→ **Supplied data**:
★ ★ ★ ★

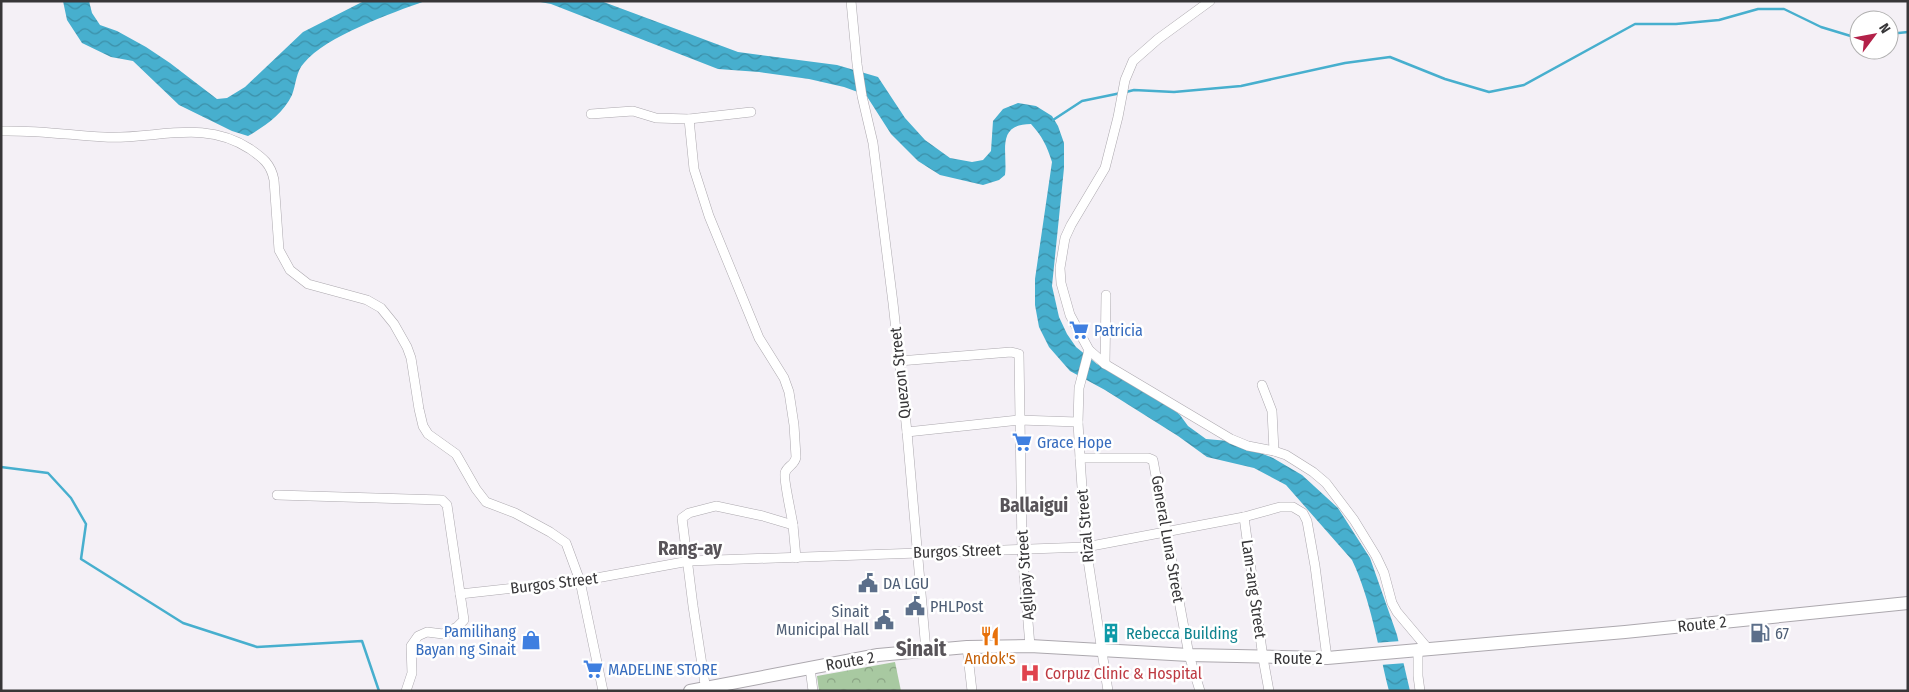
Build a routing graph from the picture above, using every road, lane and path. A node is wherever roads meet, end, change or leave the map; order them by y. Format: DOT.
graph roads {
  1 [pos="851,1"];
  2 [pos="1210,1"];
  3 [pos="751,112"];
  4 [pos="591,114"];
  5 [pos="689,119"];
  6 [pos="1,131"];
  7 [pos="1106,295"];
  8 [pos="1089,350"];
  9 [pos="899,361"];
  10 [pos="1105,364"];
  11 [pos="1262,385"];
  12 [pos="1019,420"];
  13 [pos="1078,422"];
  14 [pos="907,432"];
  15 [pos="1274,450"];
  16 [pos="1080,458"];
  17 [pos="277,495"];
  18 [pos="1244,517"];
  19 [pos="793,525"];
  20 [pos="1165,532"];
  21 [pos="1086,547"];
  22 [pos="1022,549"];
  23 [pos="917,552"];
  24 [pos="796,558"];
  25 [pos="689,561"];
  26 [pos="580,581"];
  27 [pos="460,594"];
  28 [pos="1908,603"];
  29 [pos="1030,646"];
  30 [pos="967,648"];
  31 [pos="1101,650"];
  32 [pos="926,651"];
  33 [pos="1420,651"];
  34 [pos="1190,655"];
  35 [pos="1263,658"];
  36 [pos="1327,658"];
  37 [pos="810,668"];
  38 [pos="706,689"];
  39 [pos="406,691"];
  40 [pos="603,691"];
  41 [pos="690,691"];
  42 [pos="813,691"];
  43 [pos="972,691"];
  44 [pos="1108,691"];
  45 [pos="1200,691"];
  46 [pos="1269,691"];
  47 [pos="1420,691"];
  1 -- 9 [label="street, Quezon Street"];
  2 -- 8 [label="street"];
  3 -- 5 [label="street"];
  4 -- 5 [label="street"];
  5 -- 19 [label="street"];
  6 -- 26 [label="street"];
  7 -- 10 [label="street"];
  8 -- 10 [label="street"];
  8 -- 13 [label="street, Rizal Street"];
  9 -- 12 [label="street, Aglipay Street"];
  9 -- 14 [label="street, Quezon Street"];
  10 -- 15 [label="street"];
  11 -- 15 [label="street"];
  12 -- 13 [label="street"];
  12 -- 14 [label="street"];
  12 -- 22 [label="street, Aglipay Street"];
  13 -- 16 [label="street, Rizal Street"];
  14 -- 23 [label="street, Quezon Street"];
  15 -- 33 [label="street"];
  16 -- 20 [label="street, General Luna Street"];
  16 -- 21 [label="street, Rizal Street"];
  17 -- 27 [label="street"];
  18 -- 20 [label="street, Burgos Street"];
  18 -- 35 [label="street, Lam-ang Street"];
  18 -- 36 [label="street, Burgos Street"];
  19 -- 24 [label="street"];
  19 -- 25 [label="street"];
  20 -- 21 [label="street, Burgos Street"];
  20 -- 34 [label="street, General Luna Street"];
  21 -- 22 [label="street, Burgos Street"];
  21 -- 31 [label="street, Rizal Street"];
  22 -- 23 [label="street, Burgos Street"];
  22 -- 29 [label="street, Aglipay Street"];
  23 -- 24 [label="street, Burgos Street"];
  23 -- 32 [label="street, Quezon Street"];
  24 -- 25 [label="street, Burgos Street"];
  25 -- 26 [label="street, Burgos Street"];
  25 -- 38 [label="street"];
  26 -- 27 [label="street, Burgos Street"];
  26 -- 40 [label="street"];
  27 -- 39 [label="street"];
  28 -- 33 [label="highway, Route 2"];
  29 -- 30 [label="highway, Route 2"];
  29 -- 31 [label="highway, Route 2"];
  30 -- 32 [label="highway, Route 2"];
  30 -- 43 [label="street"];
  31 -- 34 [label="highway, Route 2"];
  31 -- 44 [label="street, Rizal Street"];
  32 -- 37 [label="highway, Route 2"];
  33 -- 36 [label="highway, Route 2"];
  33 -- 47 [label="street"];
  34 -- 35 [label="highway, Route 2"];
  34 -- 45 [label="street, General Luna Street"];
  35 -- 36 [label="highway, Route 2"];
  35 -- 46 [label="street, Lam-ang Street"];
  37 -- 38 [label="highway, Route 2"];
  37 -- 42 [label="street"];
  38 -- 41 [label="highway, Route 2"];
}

★ ★ ★ ★

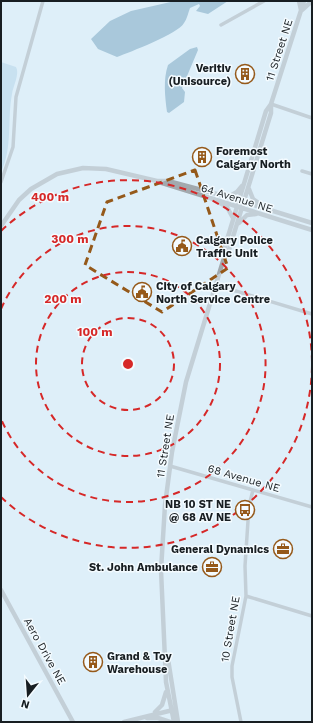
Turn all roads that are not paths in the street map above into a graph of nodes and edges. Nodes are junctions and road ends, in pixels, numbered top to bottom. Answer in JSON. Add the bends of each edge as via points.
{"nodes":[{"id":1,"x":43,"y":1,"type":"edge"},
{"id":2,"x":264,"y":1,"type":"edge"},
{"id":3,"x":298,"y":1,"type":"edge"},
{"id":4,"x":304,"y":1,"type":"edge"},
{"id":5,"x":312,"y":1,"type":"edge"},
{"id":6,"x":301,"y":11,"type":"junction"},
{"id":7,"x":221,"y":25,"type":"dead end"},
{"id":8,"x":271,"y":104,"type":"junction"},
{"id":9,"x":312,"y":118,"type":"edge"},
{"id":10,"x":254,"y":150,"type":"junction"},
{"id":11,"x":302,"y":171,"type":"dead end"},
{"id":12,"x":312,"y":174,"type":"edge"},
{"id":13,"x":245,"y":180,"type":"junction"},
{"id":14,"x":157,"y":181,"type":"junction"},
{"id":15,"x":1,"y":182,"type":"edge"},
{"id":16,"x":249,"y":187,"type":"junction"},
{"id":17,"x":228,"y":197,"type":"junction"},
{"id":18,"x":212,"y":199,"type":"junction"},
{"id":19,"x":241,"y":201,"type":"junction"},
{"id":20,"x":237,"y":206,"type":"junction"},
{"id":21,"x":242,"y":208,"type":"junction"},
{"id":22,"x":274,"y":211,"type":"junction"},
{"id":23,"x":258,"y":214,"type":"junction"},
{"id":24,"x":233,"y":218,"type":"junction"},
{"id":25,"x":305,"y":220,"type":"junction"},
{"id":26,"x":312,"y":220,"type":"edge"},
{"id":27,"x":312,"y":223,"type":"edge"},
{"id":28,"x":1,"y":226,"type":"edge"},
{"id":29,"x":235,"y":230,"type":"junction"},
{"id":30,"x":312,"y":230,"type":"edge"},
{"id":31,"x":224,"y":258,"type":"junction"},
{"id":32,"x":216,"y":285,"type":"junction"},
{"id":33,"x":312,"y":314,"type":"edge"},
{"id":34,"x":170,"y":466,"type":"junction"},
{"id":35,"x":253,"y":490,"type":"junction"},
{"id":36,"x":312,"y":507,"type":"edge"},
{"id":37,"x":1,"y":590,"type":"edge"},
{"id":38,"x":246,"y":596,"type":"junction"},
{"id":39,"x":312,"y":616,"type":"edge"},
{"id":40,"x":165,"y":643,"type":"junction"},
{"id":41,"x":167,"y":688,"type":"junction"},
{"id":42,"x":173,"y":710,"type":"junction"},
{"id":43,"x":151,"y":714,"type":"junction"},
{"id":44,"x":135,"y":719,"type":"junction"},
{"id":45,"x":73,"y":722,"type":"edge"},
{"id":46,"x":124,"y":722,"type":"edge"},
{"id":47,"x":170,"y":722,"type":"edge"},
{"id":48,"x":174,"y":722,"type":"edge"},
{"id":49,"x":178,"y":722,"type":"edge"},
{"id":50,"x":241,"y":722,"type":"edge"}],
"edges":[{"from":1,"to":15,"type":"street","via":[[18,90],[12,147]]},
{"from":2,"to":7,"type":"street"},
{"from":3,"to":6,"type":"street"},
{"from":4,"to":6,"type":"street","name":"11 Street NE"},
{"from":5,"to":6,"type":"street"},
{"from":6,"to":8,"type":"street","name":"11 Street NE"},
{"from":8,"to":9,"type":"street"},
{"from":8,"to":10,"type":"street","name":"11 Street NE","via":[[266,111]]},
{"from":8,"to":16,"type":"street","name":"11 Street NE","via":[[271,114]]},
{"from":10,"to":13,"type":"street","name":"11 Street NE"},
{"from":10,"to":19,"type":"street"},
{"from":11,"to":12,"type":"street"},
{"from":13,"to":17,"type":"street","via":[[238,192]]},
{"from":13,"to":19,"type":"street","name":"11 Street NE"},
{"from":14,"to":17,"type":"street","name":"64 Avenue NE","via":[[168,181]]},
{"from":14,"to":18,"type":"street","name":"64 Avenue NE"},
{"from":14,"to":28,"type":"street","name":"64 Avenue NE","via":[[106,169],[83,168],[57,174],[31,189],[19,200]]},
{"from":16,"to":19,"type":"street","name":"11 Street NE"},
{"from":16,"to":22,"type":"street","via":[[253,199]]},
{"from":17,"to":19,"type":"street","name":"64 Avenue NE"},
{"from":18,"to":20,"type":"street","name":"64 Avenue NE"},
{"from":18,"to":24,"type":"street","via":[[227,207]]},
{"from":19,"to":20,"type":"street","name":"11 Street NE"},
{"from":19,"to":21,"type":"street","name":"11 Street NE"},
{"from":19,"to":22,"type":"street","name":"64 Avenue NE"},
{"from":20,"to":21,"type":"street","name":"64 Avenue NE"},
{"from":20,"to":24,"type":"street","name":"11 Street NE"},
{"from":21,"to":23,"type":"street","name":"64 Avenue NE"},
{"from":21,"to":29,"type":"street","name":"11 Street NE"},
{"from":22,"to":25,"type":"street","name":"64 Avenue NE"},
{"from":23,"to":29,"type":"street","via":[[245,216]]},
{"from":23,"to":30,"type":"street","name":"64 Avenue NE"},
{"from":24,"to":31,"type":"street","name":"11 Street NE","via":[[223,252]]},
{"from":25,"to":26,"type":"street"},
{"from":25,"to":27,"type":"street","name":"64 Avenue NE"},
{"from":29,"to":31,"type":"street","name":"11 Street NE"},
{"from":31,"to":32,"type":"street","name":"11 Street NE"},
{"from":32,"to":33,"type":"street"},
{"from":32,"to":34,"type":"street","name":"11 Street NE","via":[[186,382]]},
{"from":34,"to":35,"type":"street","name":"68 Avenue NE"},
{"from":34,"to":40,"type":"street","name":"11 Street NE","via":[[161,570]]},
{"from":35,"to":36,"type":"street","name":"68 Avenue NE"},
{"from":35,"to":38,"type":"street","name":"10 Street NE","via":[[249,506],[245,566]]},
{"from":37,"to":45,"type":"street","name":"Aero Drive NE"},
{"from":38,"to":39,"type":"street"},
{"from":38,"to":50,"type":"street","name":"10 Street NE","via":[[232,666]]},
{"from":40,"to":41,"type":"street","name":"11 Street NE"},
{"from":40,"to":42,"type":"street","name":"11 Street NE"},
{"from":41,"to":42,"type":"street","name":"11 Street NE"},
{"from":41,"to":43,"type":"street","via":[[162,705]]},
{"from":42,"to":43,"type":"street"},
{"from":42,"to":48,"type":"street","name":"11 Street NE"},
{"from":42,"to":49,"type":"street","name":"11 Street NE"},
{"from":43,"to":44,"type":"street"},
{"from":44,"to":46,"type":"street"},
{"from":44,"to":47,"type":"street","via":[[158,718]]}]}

★ ★ ★ ★

→ **Aim of the task**: All lines of the material that contain the word "Aglipay" should be listed.

→ **Completed exercise**:
  9 -- 12 [label="street, Aglipay Street"];
  12 -- 22 [label="street, Aglipay Street"];
  22 -- 29 [label="street, Aglipay Street"];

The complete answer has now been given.